■ **Assigned task**:
Return every record verbatim, omitting all pictures.

Items from a data source
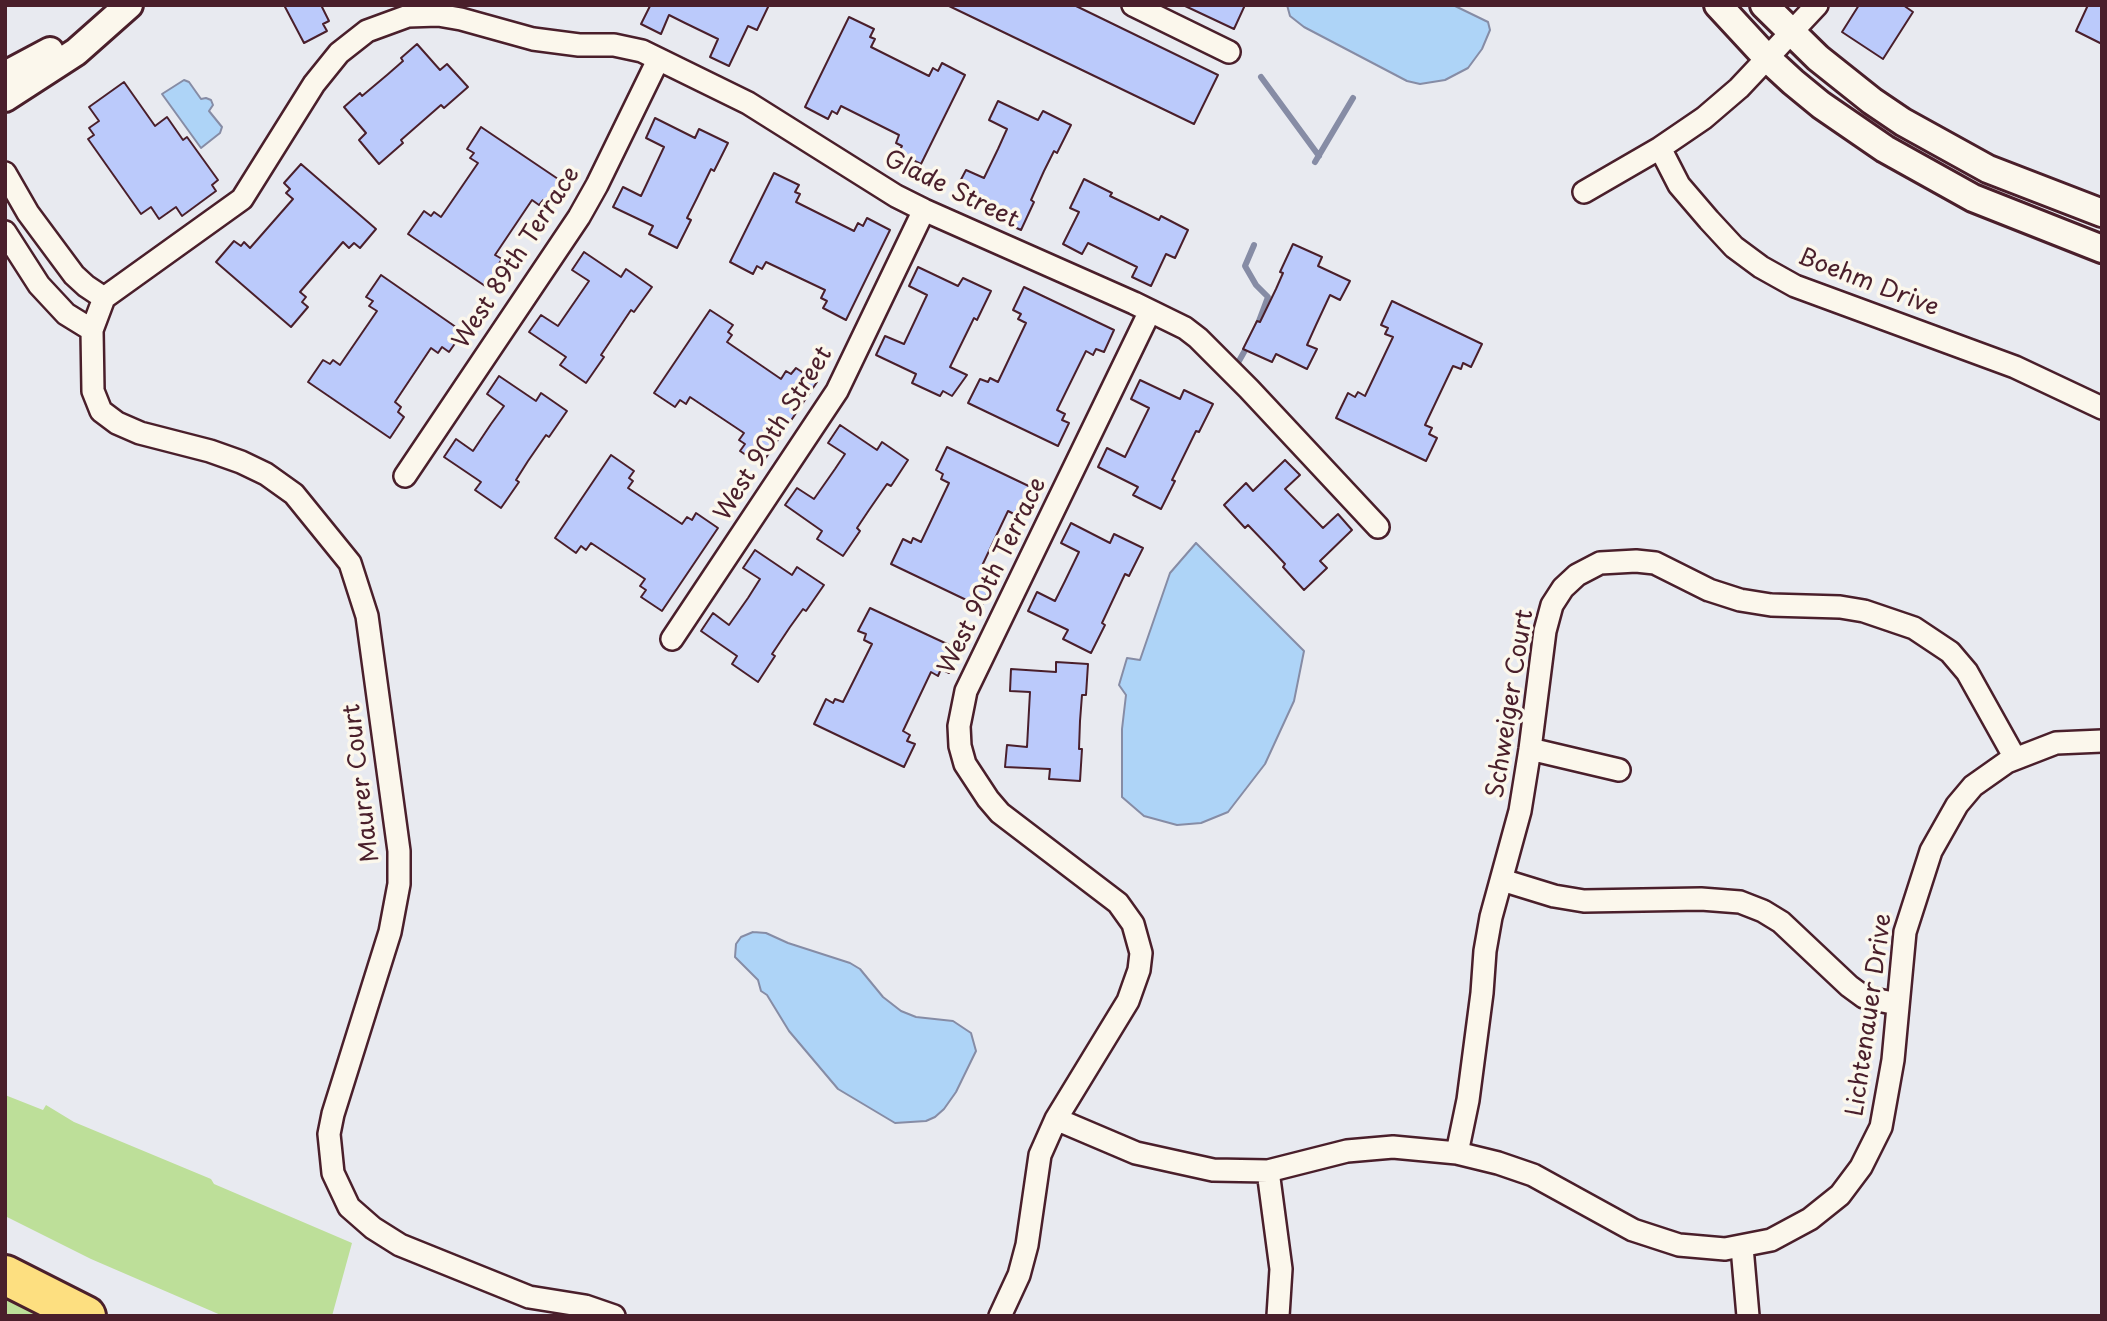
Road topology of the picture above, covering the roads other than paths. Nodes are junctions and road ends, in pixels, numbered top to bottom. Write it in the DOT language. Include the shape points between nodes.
graph roads {
  1 [pos="105,5"];
  2 [pos="129,5"];
  3 [pos="1718,5"];
  4 [pos="1764,5"];
  5 [pos="1817,5"];
  6 [pos="1146,8"];
  7 [pos="1791,33"];
  8 [pos="1229,52"];
  9 [pos="1768,59"];
  10 [pos="658,60"];
  11 [pos="5,75"];
  12 [pos="5,99"];
  13 [pos="1660,148"];
  14 [pos="5,173"];
  15 [pos="1584,192"];
  16 [pos="925,210"];
  17 [pos="2102,213"];
  18 [pos="5,232"];
  19 [pos="2102,249"];
  20 [pos="104,298"];
  21 [pos="1150,311"];
  22 [pos="92,330"];
  23 [pos="2102,408"];
  24 [pos="405,476"];
  25 [pos="1378,527"];
  26 [pos="672,639"];
  27 [pos="2102,741"];
  28 [pos="1531,749"];
  29 [pos="2015,758"];
  30 [pos="1619,770"];
  31 [pos="1502,880"];
  32 [pos="1896,1004"];
  33 [pos="1056,1119"];
  34 [pos="1457,1153"];
  35 [pos="1268,1171"];
  36 [pos="1742,1247"];
  37 [pos="5,1275"];
  38 [pos="86,1316"];
  39 [pos="614,1316"];
  40 [pos="1000,1316"];
  41 [pos="1278,1316"];
  42 [pos="1748,1316"];
  1 -- 11 [label="street" via="51,51"];
  2 -- 12 [label="street" via="76,52"];
  3 -- 9 [label="street"];
  4 -- 7 [label="street"];
  5 -- 7 [label="street"];
  6 -- 8 [label="street"];
  7 -- 9 [label="street"];
  7 -- 17 [label="street" via="1872,101 1931,138 1988,169"];
  9 -- 13 [label="street" via="1704,118"];
  9 -- 19 [label="street" via="1821,105 1924,173 2006,213"];
  10 -- 16 [label="street, Glade Street" via="748,103"];
  10 -- 20 [label="street, Glade Street" via="614,45 533,39 438,15 408,16 367,31 339,52 314,84 242,199"];
  10 -- 24 [label="street, West 89th Terrace" via="579,217"];
  13 -- 15 [label="street"];
  13 -- 23 [label="street, Boehm Drive" via="1679,185 1734,247 1761,267 1794,286 1979,353"];
  14 -- 20 [label="street" via="74,275"];
  16 -- 21 [label="street, Glade Street"];
  16 -- 26 [label="street, West 90th Street" via="837,391"];
  18 -- 22 [label="street" via="39,285 66,314"];
  20 -- 22 [label="street, Maurer Court"];
  21 -- 25 [label="street, Glade Street" via="1198,338"];
  21 -- 33 [label="street, West 90th Terrace" via="966,691 958,726 965,764 988,799 1118,904 1139,938 1139,970 1128,1001"];
  22 -- 39 [label="street, Maurer Court" via="93,391 102,411 140,433 241,462 294,494 351,563 367,615 399,851 399,884 390,932 329,1134 332,1173 349,1207 382,1234 434,1259 529,1297"];
  27 -- 29 [label="street, Lichtenauer Drive" via="2056,743"];
  28 -- 29 [label="street, Schweiger Court" via="1552,605 1563,588 1590,568 1636,561 1655,563 1740,600 1840,607 1913,628 1950,652 1967,672"];
  28 -- 30 [label="street"];
  28 -- 31 [label="street, Schweiger Court"];
  29 -- 32 [label="street, Lichtenauer Drive" via="1973,786 1931,851 1905,932"];
  31 -- 32 [label="street" via="1584,901 1740,902 1781,922 1864,997"];
  31 -- 34 [label="street, Schweiger Court" via="1485,951 1468,1100"];
  32 -- 36 [label="street, Lichtenauer Drive" via="1885,1112 1861,1167 1840,1195 1810,1219 1771,1240"];
  33 -- 35 [label="street, Lichtenauer Drive" via="1159,1160 1213,1170"];
  33 -- 40 [label="street" via="1040,1154 1019,1275"];
  34 -- 35 [label="street, Lichtenauer Drive" via="1394,1147 1348,1151"];
  34 -- 36 [label="street, Lichtenauer Drive" via="1533,1175 1648,1236 1701,1248"];
  35 -- 41 [label="street" via="1281,1269"];
  36 -- 42 [label="street"];
  37 -- 38 [label="highway"];
}
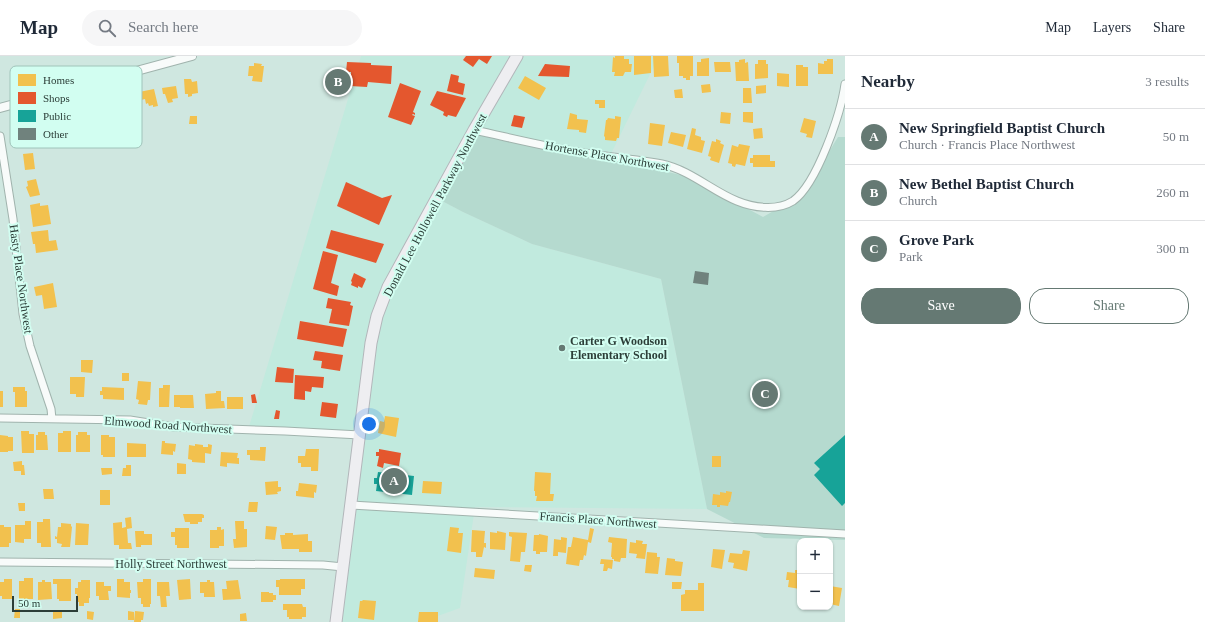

■ **Solution to this task**:
Road topology of the picture above, covering the roads other than paths. Nodes are junctions and road ends, in pixels, numbered top to bottom. Write it in the DOT language. Include the shape points between nodes.
graph roads {
  1 [pos="105,5"];
  2 [pos="129,5"];
  3 [pos="1718,5"];
  4 [pos="1764,5"];
  5 [pos="1817,5"];
  6 [pos="1146,8"];
  7 [pos="1791,33"];
  8 [pos="1229,52"];
  9 [pos="1768,59"];
  10 [pos="658,60"];
  11 [pos="5,75"];
  12 [pos="5,99"];
  13 [pos="1660,148"];
  14 [pos="5,173"];
  15 [pos="1584,192"];
  16 [pos="925,210"];
  17 [pos="2102,213"];
  18 [pos="5,232"];
  19 [pos="2102,249"];
  20 [pos="104,298"];
  21 [pos="1150,311"];
  22 [pos="92,330"];
  23 [pos="2102,408"];
  24 [pos="405,476"];
  25 [pos="1378,527"];
  26 [pos="672,639"];
  27 [pos="2102,741"];
  28 [pos="1531,749"];
  29 [pos="2015,758"];
  30 [pos="1619,770"];
  31 [pos="1502,880"];
  32 [pos="1896,1004"];
  33 [pos="1056,1119"];
  34 [pos="1457,1153"];
  35 [pos="1268,1171"];
  36 [pos="1742,1247"];
  37 [pos="5,1275"];
  38 [pos="86,1316"];
  39 [pos="614,1316"];
  40 [pos="1000,1316"];
  41 [pos="1278,1316"];
  42 [pos="1748,1316"];
  1 -- 11 [label="street" via="51,51"];
  2 -- 12 [label="street" via="76,52"];
  3 -- 9 [label="street"];
  4 -- 7 [label="street"];
  5 -- 7 [label="street"];
  6 -- 8 [label="street"];
  7 -- 9 [label="street"];
  7 -- 17 [label="street" via="1872,101 1931,138 1988,169"];
  9 -- 13 [label="street" via="1704,118"];
  9 -- 19 [label="street" via="1821,105 1924,173 2006,213"];
  10 -- 16 [label="street, Glade Street" via="748,103"];
  10 -- 20 [label="street, Glade Street" via="614,45 533,39 438,15 408,16 367,31 339,52 314,84 242,199"];
  10 -- 24 [label="street, West 89th Terrace" via="579,217"];
  13 -- 15 [label="street"];
  13 -- 23 [label="street, Boehm Drive" via="1679,185 1734,247 1761,267 1794,286 1979,353"];
  14 -- 20 [label="street" via="74,275"];
  16 -- 21 [label="street, Glade Street"];
  16 -- 26 [label="street, West 90th Street" via="837,391"];
  18 -- 22 [label="street" via="39,285 66,314"];
  20 -- 22 [label="street, Maurer Court"];
  21 -- 25 [label="street, Glade Street" via="1198,338"];
  21 -- 33 [label="street, West 90th Terrace" via="966,691 958,726 965,764 988,799 1118,904 1139,938 1139,970 1128,1001"];
  22 -- 39 [label="street, Maurer Court" via="93,391 102,411 140,433 241,462 294,494 351,563 367,615 399,851 399,884 390,932 329,1134 332,1173 349,1207 382,1234 434,1259 529,1297"];
  27 -- 29 [label="street, Lichtenauer Drive" via="2056,743"];
  28 -- 29 [label="street, Schweiger Court" via="1552,605 1563,588 1590,568 1636,561 1655,563 1740,600 1840,607 1913,628 1950,652 1967,672"];
  28 -- 30 [label="street"];
  28 -- 31 [label="street, Schweiger Court"];
  29 -- 32 [label="street, Lichtenauer Drive" via="1973,786 1931,851 1905,932"];
  31 -- 32 [label="street" via="1584,901 1740,902 1781,922 1864,997"];
  31 -- 34 [label="street, Schweiger Court" via="1485,951 1468,1100"];
  32 -- 36 [label="street, Lichtenauer Drive" via="1885,1112 1861,1167 1840,1195 1810,1219 1771,1240"];
  33 -- 35 [label="street, Lichtenauer Drive" via="1159,1160 1213,1170"];
  33 -- 40 [label="street" via="1040,1154 1019,1275"];
  34 -- 35 [label="street, Lichtenauer Drive" via="1394,1147 1348,1151"];
  34 -- 36 [label="street, Lichtenauer Drive" via="1533,1175 1648,1236 1701,1248"];
  35 -- 41 [label="street" via="1281,1269"];
  36 -- 42 [label="street"];
  37 -- 38 [label="highway"];
}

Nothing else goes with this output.